Oireachtas Joint and Select Committees

Tuesday, 4 July 2023

Joint Oireachtas Committee on Assisted Dying

Legal Protections and Sanctions: Discussion

Dr. Simon Mills:

There are three possible answers to that. The first is a completely differently composed Supreme Court and that in half generation's time or a generation's time, it simply takes a different view. It could be exactly the same case and it takes a different view. The second is a case with different facts in which, for whatever reason, the court feels the particular circumstance of the particular person does, in fact, identify. I cannot imagine what that would be. The third, which the authors of Kelly: The Irish Constitutiondiscuss, is the idea that there may be a case with a large number of interveners, that is to say, people who are not actually bringing the case but are able to bring a wide range of evidential and additional information to bear to the court, such that the court is satisfied there is a ruling it could make.
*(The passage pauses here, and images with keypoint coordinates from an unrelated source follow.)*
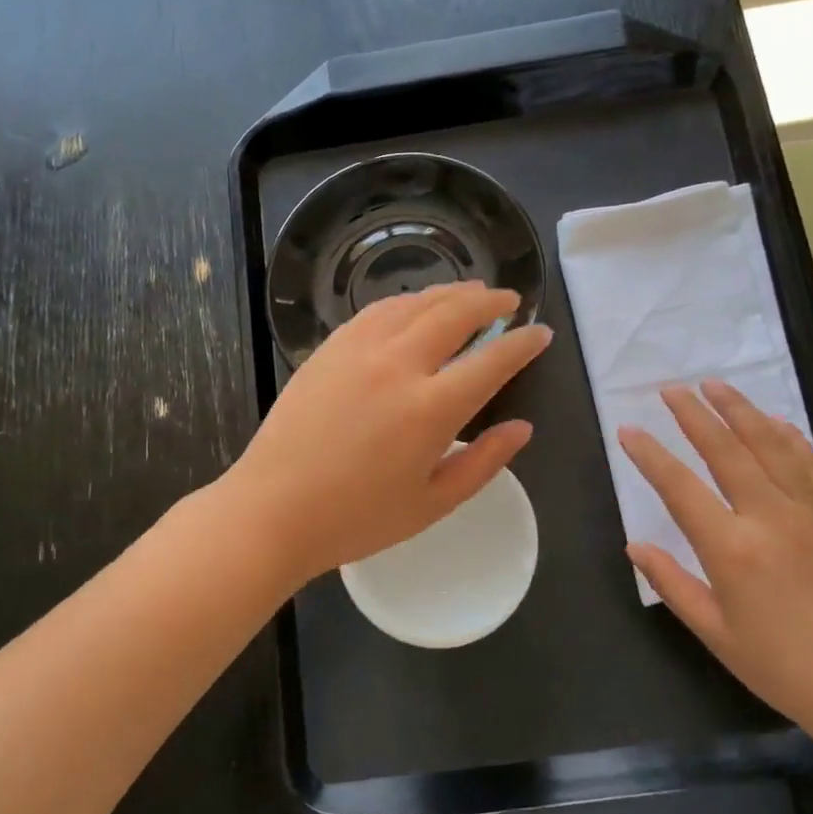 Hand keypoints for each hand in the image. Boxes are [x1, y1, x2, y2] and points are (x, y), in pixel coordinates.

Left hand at [224, 282, 551, 587]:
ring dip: (449, 293)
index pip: (492, 361)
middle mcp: (398, 365)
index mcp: (431, 409)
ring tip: (470, 294)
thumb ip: (483, 463)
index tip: (540, 332)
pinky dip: (405, 303)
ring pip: (413, 304)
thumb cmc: (356, 519)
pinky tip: (413, 308)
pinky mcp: (328, 350)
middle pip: (454, 314)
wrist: (272, 510)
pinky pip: (375, 312)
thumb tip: (522, 429)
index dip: (522, 343)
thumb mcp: (432, 504)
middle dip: (489, 301)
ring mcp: (358, 351)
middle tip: (509, 300)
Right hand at [617, 381, 812, 745]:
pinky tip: (775, 422)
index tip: (628, 430)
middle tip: (672, 388)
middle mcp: (772, 518)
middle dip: (695, 415)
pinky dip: (790, 437)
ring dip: (741, 411)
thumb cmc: (783, 668)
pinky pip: (812, 465)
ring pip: (772, 446)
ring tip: (716, 386)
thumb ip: (672, 583)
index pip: (680, 487)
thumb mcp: (715, 633)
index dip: (650, 455)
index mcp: (732, 550)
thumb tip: (635, 546)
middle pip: (727, 451) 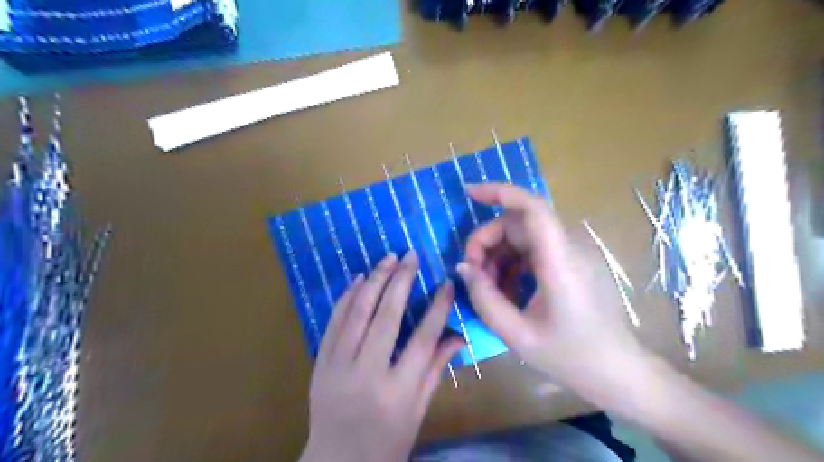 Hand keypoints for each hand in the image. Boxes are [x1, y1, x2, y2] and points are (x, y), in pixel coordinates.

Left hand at [302, 251, 462, 461]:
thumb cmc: (386, 443)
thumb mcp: (418, 412)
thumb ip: (435, 370)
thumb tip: (458, 335)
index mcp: (397, 393)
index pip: (422, 340)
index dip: (437, 308)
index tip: (446, 282)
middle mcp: (366, 375)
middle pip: (387, 318)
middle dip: (402, 281)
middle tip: (411, 255)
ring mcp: (337, 367)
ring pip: (357, 313)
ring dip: (374, 281)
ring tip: (388, 258)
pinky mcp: (319, 363)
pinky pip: (333, 322)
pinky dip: (346, 297)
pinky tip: (359, 278)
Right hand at [454, 183, 646, 407]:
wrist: (618, 372)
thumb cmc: (571, 358)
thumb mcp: (517, 335)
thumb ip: (484, 298)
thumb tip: (463, 267)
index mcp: (560, 263)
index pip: (532, 208)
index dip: (500, 192)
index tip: (469, 193)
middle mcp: (569, 248)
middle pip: (519, 224)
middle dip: (487, 241)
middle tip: (472, 274)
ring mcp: (573, 255)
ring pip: (523, 237)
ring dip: (498, 255)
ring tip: (488, 288)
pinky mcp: (572, 263)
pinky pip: (534, 251)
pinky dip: (513, 264)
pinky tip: (507, 292) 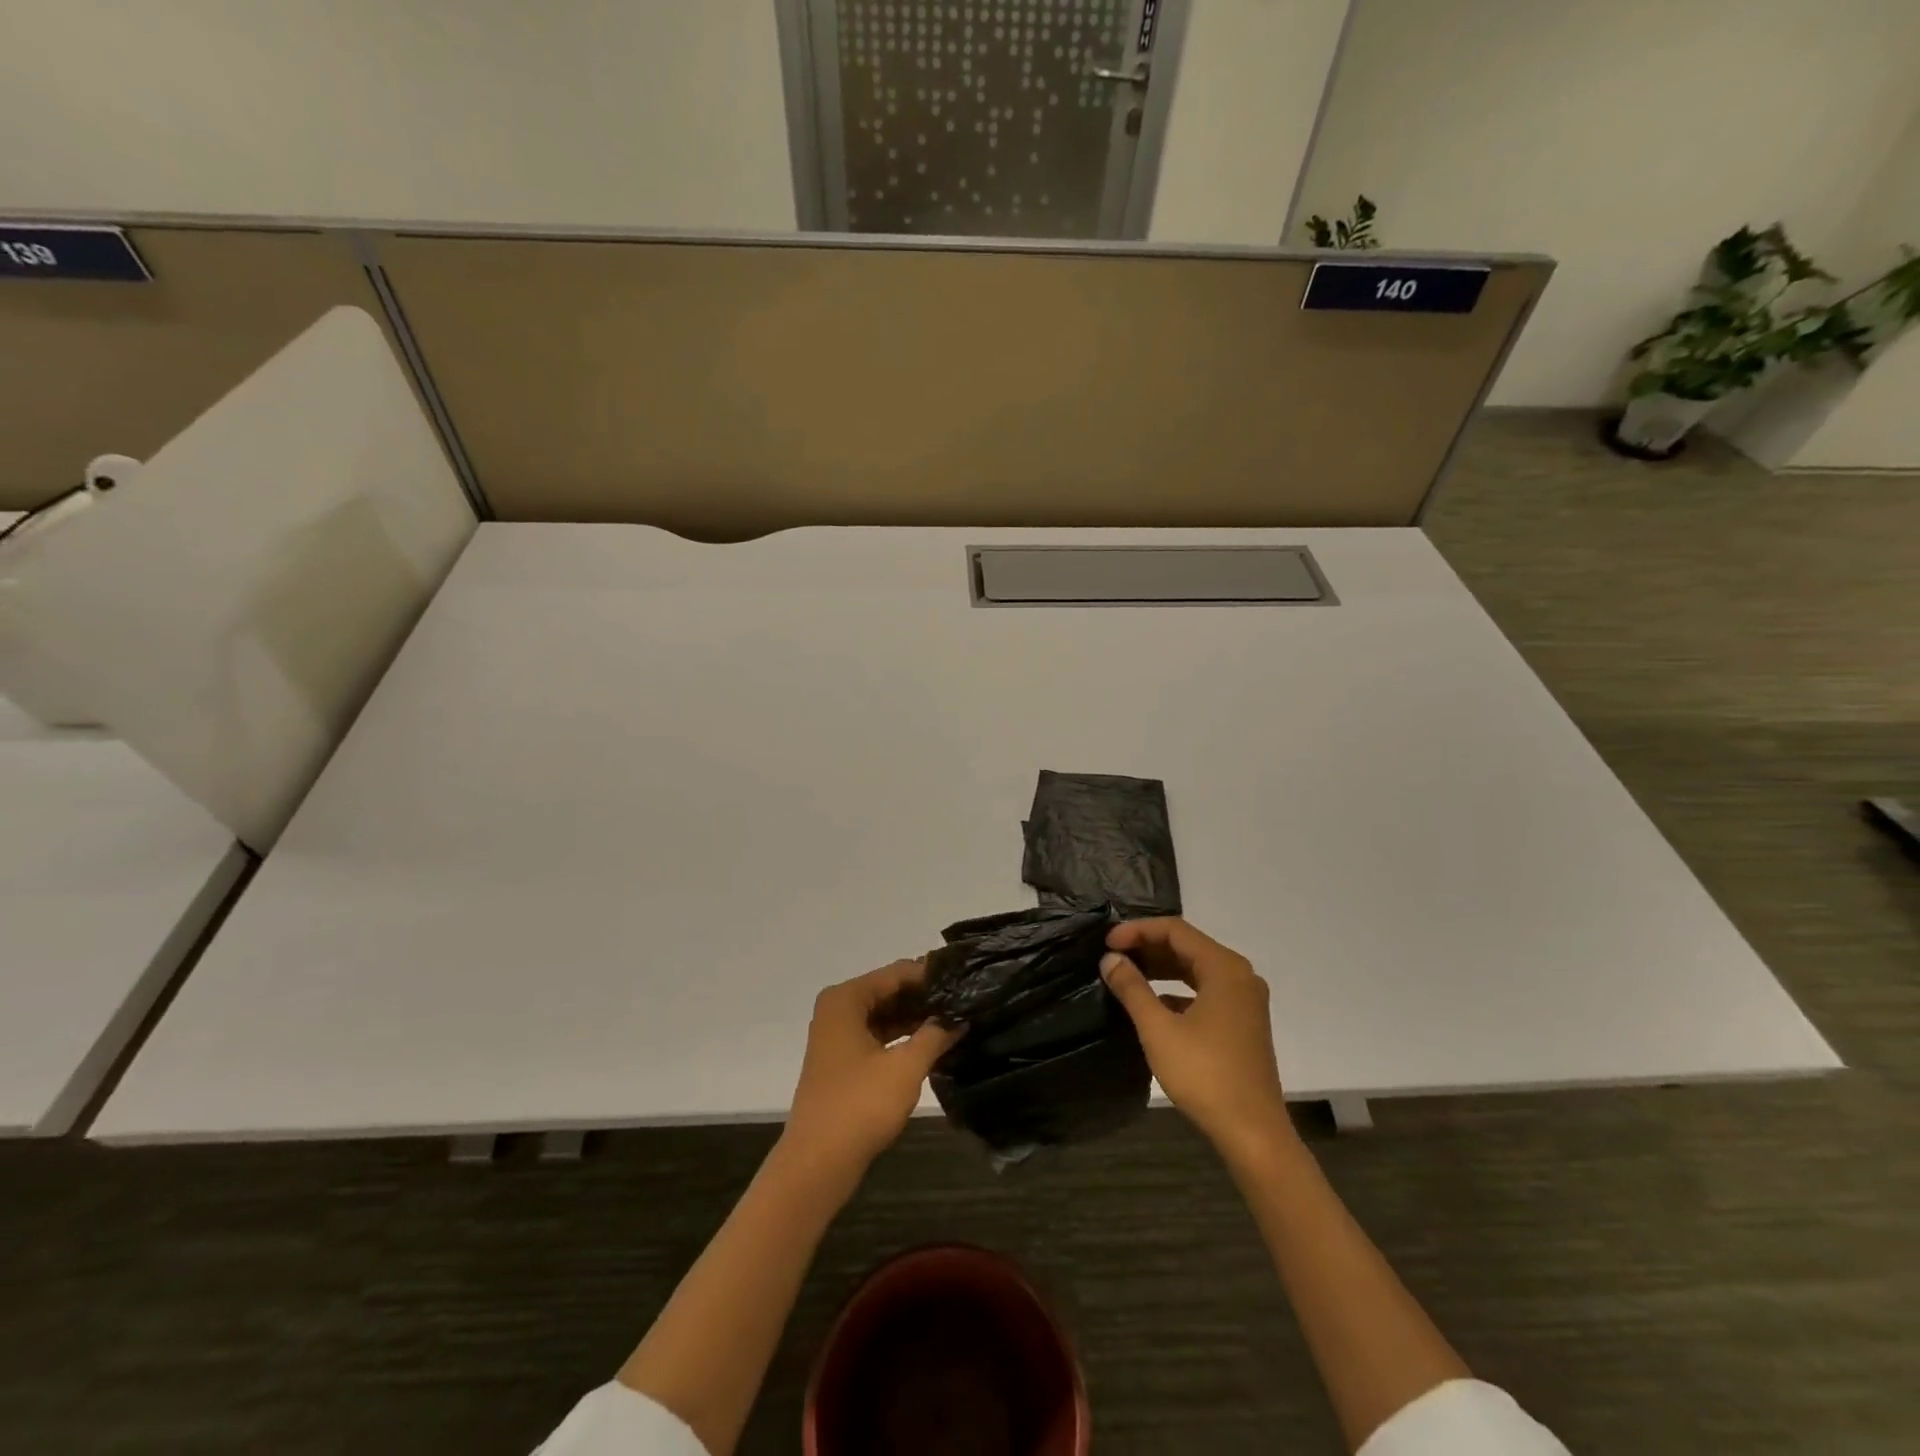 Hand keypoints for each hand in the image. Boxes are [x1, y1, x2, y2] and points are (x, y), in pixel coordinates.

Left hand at [782, 959, 960, 1181]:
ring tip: (956, 1018)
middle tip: (965, 1000)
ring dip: (915, 1018)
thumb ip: (935, 1034)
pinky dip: (901, 1037)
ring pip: (884, 1014)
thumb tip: (960, 1016)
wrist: (817, 1163)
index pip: (896, 972)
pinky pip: (877, 1035)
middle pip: (888, 991)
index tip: (966, 978)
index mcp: (846, 999)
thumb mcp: (905, 1067)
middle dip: (924, 997)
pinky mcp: (842, 1061)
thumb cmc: (859, 1106)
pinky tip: (932, 1042)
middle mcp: (838, 1009)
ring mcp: (837, 1036)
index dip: (930, 975)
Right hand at [1100, 918, 1292, 1159]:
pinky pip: (1205, 991)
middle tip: (1112, 956)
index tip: (1107, 943)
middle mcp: (1240, 976)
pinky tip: (1152, 1003)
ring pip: (1196, 969)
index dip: (1138, 930)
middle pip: (1188, 946)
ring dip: (1161, 968)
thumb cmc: (1205, 1075)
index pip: (1175, 930)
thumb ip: (1132, 988)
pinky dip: (1177, 990)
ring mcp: (1244, 1000)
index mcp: (1225, 968)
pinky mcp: (1242, 1023)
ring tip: (1126, 973)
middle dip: (1148, 947)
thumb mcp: (1158, 1029)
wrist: (1253, 1133)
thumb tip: (1110, 959) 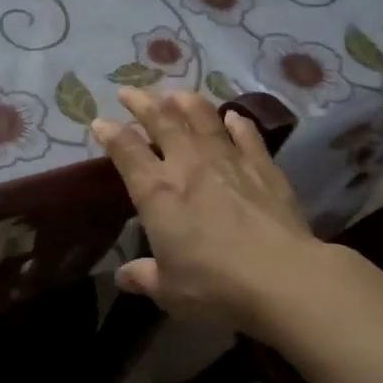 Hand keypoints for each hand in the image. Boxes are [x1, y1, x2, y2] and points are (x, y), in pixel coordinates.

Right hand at [92, 88, 329, 335]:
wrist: (283, 279)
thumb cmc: (215, 286)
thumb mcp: (169, 290)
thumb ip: (144, 277)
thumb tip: (123, 276)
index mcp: (157, 192)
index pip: (126, 151)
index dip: (110, 133)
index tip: (99, 121)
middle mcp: (188, 165)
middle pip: (161, 121)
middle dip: (142, 102)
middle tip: (129, 91)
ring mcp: (228, 161)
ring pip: (203, 118)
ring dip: (186, 102)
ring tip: (175, 93)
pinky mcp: (263, 167)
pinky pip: (247, 136)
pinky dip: (237, 123)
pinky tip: (233, 116) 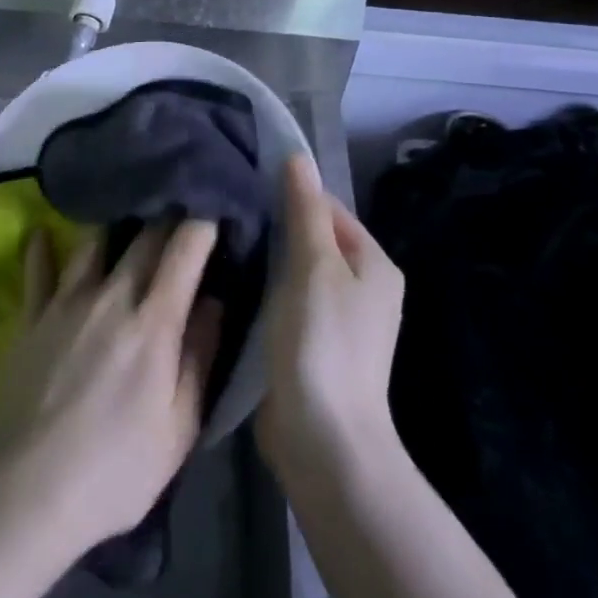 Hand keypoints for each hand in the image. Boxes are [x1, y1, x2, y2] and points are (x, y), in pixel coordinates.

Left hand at [0, 220, 222, 565]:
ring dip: (115, 226)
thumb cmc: (114, 470)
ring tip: (124, 217)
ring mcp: (65, 302)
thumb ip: (199, 358)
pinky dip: (43, 247)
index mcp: (153, 322)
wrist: (24, 490)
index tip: (215, 209)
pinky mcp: (30, 316)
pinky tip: (44, 233)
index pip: (185, 250)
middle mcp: (111, 296)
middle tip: (179, 208)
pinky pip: (37, 268)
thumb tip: (215, 302)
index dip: (203, 222)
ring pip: (94, 241)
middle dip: (167, 217)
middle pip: (143, 236)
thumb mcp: (178, 428)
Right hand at [256, 155, 405, 487]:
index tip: (245, 188)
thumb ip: (305, 211)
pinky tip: (234, 282)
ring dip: (267, 259)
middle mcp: (362, 288)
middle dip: (275, 227)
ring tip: (224, 242)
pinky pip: (287, 301)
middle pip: (313, 239)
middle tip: (228, 215)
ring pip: (296, 271)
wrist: (323, 441)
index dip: (290, 195)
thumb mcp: (314, 266)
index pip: (329, 208)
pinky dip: (265, 290)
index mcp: (373, 264)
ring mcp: (337, 319)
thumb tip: (298, 157)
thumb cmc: (322, 342)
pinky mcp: (312, 344)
Other possibilities might be that, by the time such a case comes to court, there is a slightly different legislative background - perhaps section 2 is no longer in place, has been tweaked or changed in some way or there have been decisions of the courts about the prosecution of section 2 of the Criminal Law (Suicide) Act 1993. Each of those is unlikely, but none of them is impossible. All I am doing is identifying the fact that, in the absence of doing something, there are other actors and certain decisions could be taken out of the hands of the Oireachtas. I think it is unlikely but not impossible.